Ja, warum tut die Gesellschaft das? Diese Frage bleibt im Buch letztlich unbeantwortet, was Dawkins aber nicht groß zu stören scheint. Unverkennbar haben Religionen eine unverzichtbare Funktion in ihren Gesellschaften, da sie die Angriffe der Aufklärung in den letzten 300 Jahre ansonsten kaum so gut überstanden hätten, wie sie es getan haben. Sicherlich haben sie in der weitgehend säkularen Realität der westlichen Welt nicht mehr die Macht und den Einfluss, der sie einst ausgezeichnet hat, aber sie sind offenbar immer noch recht aktive Teilnehmer an den Diskursen um Moral, Menschen- und Weltbild. Zum Verständnis dieses Phänomens ist es wenig hilfreich, den entsprechenden Standpunkt gebetsmühlenartig immer erneut als »irrational« zu bezeichnen. Damit rennt man nur offene Türen ein: Selbstverständlich ist der Glaube an Gott als Schöpfer der Welt und an seine Vertreter auf Erden als moralische Instanzen irrational, aber was schadet das? Angesichts der Tatsache, dass es der Rationalität weder gelungen ist, eine rationale Letztbegründung der Moral zu leisten, noch sie in der Lage ist, dem Laien die Frage nach der Herkunft des Universums verständlich zu beantworten, ist es nur wenig verwunderlich, dass irrationale Konzepte der Religionen weiterhin weltweit erfolgreich sind.

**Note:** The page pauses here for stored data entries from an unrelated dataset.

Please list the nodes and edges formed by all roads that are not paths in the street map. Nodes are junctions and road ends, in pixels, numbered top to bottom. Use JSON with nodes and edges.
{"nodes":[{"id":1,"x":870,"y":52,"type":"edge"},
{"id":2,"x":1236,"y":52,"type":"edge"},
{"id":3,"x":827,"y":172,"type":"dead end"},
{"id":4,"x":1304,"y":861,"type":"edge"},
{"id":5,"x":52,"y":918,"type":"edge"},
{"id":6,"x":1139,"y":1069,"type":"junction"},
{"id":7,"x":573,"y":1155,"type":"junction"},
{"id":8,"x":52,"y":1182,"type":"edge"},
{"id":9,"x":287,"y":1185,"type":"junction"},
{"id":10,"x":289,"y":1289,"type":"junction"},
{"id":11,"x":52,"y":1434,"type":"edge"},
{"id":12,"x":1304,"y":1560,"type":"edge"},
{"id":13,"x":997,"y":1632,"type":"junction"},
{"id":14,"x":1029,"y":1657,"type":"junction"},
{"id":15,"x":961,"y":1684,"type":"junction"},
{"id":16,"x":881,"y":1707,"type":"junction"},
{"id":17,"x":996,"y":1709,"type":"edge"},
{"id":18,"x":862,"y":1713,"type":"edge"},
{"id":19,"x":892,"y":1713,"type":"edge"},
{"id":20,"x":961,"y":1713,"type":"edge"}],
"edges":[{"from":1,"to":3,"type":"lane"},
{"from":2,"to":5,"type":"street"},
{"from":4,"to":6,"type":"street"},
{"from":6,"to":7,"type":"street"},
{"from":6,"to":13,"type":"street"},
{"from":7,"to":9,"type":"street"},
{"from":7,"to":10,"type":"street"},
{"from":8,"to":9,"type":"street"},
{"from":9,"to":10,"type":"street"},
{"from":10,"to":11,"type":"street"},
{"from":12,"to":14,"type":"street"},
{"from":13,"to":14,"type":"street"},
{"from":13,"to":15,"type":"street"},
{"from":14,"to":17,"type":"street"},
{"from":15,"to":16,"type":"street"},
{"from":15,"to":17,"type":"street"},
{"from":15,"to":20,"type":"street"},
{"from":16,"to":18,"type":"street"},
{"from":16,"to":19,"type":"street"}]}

Selbstverständlich ist Dawkins darin zuzustimmen, dass es am Ende nur den Wissenschaften gelingen wird, ein Weltbild zu erzeugen, das wenigstens in irgendeiner Weise eine Annäherung an die Wirklichkeit darstellt. Aber wozu soll das gut sein, wenn dieses Weltbild mehr als 99 Prozent aller Menschen – und darunter eben auch politische Entscheidungsträger – von einem Verständnis eben dieses Weltbildes ausschließt? Für den »normalen Menschen« heißt es schon heute, sich zu entscheiden zwischen zwei Glaubensrichtungen: Der der Religionen oder der der Naturwissenschaft – die eine ist ihm so rational oder irrational wie die andere. Und die Naturwissenschaften werden noch unverständlicher werden, sich immer noch weiter von einem alltäglichen Verstehen der Welt entfernen. Was geht uns der Urknall an? Was soll daran vorteilhaft sein, dass die Urknall-Theorie angeblich besser mit irgendwelchen »Tatsachen« und »Belegen« übereinstimmt als die Schöpfungsgeschichte? Sicherlich: Für diejenigen, die der Bruder- oder meinetwegen Schwesternschaft der Wissenschaft einmal beigetreten sind, liegt alles glasklar auf der Hand. Aber was ist mit denen, die außen vor stehen und immer außen vor stehen werden? Für sie ist es wenig hilfreich, wenn sie von Herrn Dawkins über vielen Seiten hinweg als Idioten beschimpft werden.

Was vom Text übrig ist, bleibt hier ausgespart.